### YOUR TASK
Return a copy of every line in the data below that contains "dead".

RECORDS PROVIDED START

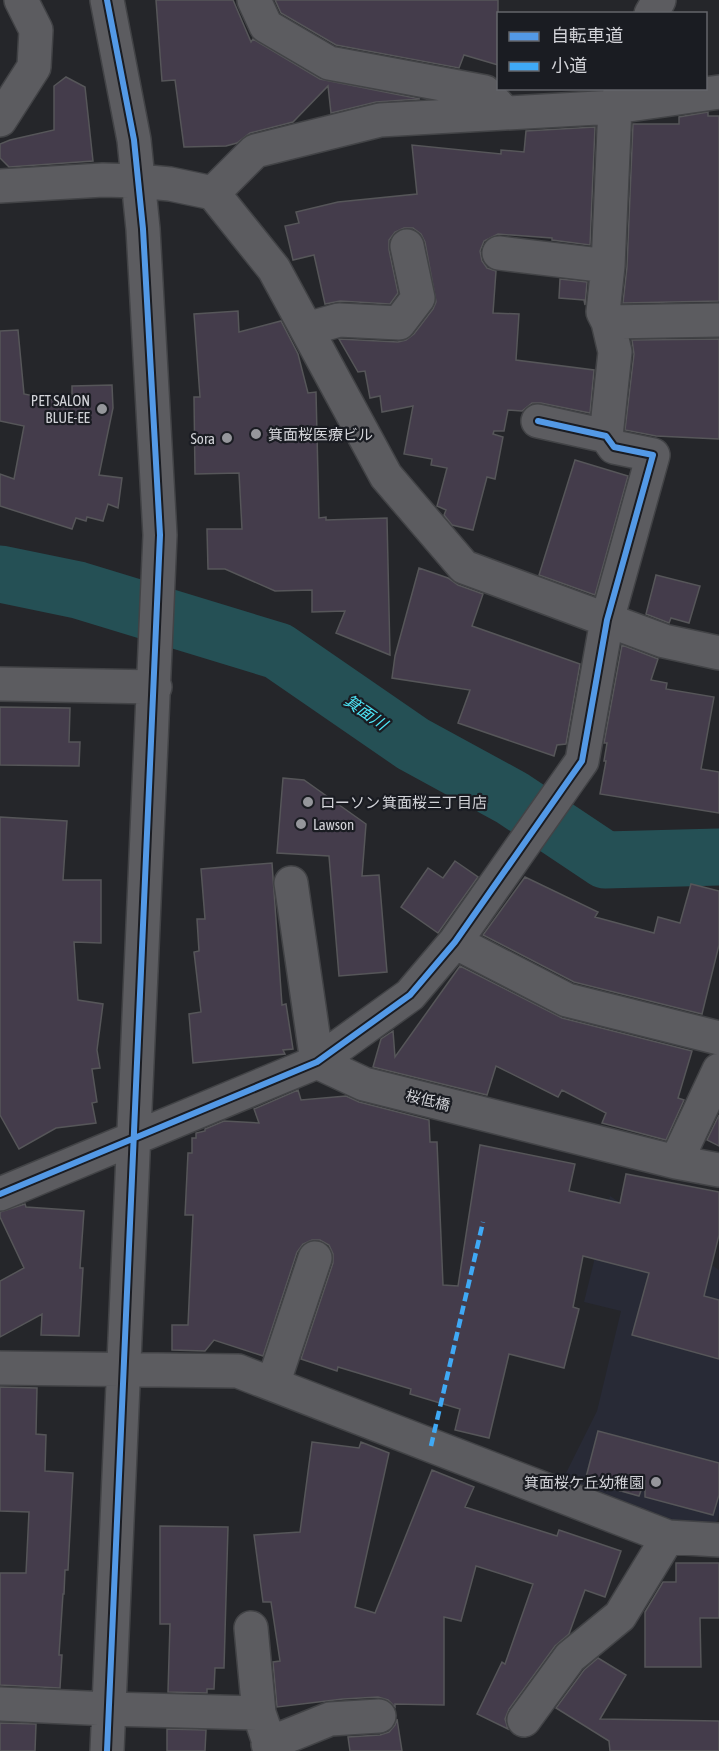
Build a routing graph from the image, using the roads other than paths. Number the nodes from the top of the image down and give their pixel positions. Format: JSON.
{"nodes":[{"id":1,"x":21,"y":0,"type":"edge"},
{"id":2,"x":107,"y":0,"type":"edge"},
{"id":3,"x":254,"y":0,"type":"edge"},
{"id":4,"x":719,"y":92,"type":"edge"},
{"id":5,"x":619,"y":98,"type":"edge"},
{"id":6,"x":504,"y":112,"type":"junction"},
{"id":7,"x":0,"y":120,"type":"edge"},
{"id":8,"x":138,"y":181,"type":"junction"},
{"id":9,"x":0,"y":186,"type":"edge"},
{"id":10,"x":213,"y":193,"type":"junction"},
{"id":11,"x":407,"y":246,"type":"dead end"},
{"id":12,"x":499,"y":253,"type":"dead end"},
{"id":13,"x":608,"y":266,"type":"junction"},
{"id":14,"x":719,"y":320,"type":"edge"},
{"id":15,"x":608,"y":322,"type":"junction"},
{"id":16,"x":307,"y":329,"type":"junction"},
{"id":17,"x":538,"y":422,"type":"dead end"},
{"id":18,"x":606,"y":436,"type":"junction"},
{"id":19,"x":607,"y":620,"type":"junction"},
{"id":20,"x":719,"y":653,"type":"edge"},
{"id":21,"x":0,"y":684,"type":"edge"},
{"id":22,"x":155,"y":687,"type":"junction"},
{"id":23,"x":291,"y":883,"type":"dead end"},
{"id":24,"x":455,"y":942,"type":"junction"},
{"id":25,"x":719,"y":1038,"type":"edge"},
{"id":26,"x":317,"y":1062,"type":"junction"},
{"id":27,"x":719,"y":1070,"type":"edge"},
{"id":28,"x":134,"y":1137,"type":"junction"},
{"id":29,"x":676,"y":1162,"type":"junction"},
{"id":30,"x":719,"y":1170,"type":"edge"},
{"id":31,"x":0,"y":1194,"type":"edge"},
{"id":32,"x":315,"y":1258,"type":"dead end"},
{"id":33,"x":0,"y":1368,"type":"edge"},
{"id":34,"x":124,"y":1369,"type":"junction"},
{"id":35,"x":273,"y":1384,"type":"junction"},
{"id":36,"x":668,"y":1537,"type":"junction"},
{"id":37,"x":719,"y":1540,"type":"edge"},
{"id":38,"x":251,"y":1628,"type":"dead end"},
{"id":39,"x":0,"y":1704,"type":"edge"},
{"id":40,"x":109,"y":1709,"type":"junction"},
{"id":41,"x":259,"y":1713,"type":"junction"},
{"id":42,"x":379,"y":1716,"type":"dead end"},
{"id":43,"x":524,"y":1720,"type":"dead end"},
{"id":44,"x":270,"y":1747,"type":"edge"},
{"id":45,"x":107,"y":1751,"type":"edge"}],
"edges":[{"from":1,"to":7,"type":"street"},
{"from":2,"to":8,"type":"street"},
{"from":3,"to":6,"type":"street"},
{"from":4,"to":5,"type":"street"},
{"from":5,"to":6,"type":"street"},
{"from":5,"to":13,"type":"street"},
{"from":6,"to":10,"type":"street"},
{"from":8,"to":9,"type":"street"},
{"from":8,"to":10,"type":"street"},
{"from":8,"to":22,"type":"street"},
{"from":10,"to":16,"type":"street"},
{"from":11,"to":16,"type":"street"},
{"from":12,"to":13,"type":"street"},
{"from":13,"to":15,"type":"street"},
{"from":14,"to":15,"type":"street"},
{"from":15,"to":18,"type":"street"},
{"from":16,"to":19,"type":"street"},
{"from":17,"to":18,"type":"street"},
{"from":18,"to":19,"type":"street"},
{"from":19,"to":20,"type":"street"},
{"from":19,"to":24,"type":"street"},
{"from":21,"to":22,"type":"street"},
{"from":22,"to":28,"type":"street"},
{"from":23,"to":26,"type":"street"},
{"from":24,"to":25,"type":"street"},
{"from":24,"to":26,"type":"street"},
{"from":26,"to":28,"type":"street"},
{"from":26,"to":29,"type":"street","name":"桜低橋"},
{"from":27,"to":29,"type":"street"},
{"from":28,"to":31,"type":"street"},
{"from":28,"to":34,"type":"street"},
{"from":29,"to":30,"type":"street","name":"桜低橋"},
{"from":32,"to":35,"type":"street"},
{"from":33,"to":34,"type":"street"},
{"from":34,"to":35,"type":"street"},
{"from":34,"to":40,"type":"street"},
{"from":35,"to":36,"type":"street"},
{"from":36,"to":37,"type":"street"},
{"from":36,"to":43,"type":"street"},
{"from":38,"to":41,"type":"street"},
{"from":39,"to":40,"type":"street"},
{"from":40,"to":41,"type":"street"},
{"from":40,"to":45,"type":"street"},
{"from":41,"to":44,"type":"street"},
{"from":42,"to":44,"type":"street"}]}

RECORDS PROVIDED END

### RESPONSE AREA
{"id":11,"x":407,"y":246,"type":"dead end"},
{"id":12,"x":499,"y":253,"type":"dead end"},
{"id":17,"x":538,"y":422,"type":"dead end"},
{"id":23,"x":291,"y":883,"type":"dead end"},
{"id":32,"x":315,"y":1258,"type":"dead end"},
{"id":38,"x":251,"y":1628,"type":"dead end"},
{"id":42,"x":379,"y":1716,"type":"dead end"},
{"id":43,"x":524,"y":1720,"type":"dead end"},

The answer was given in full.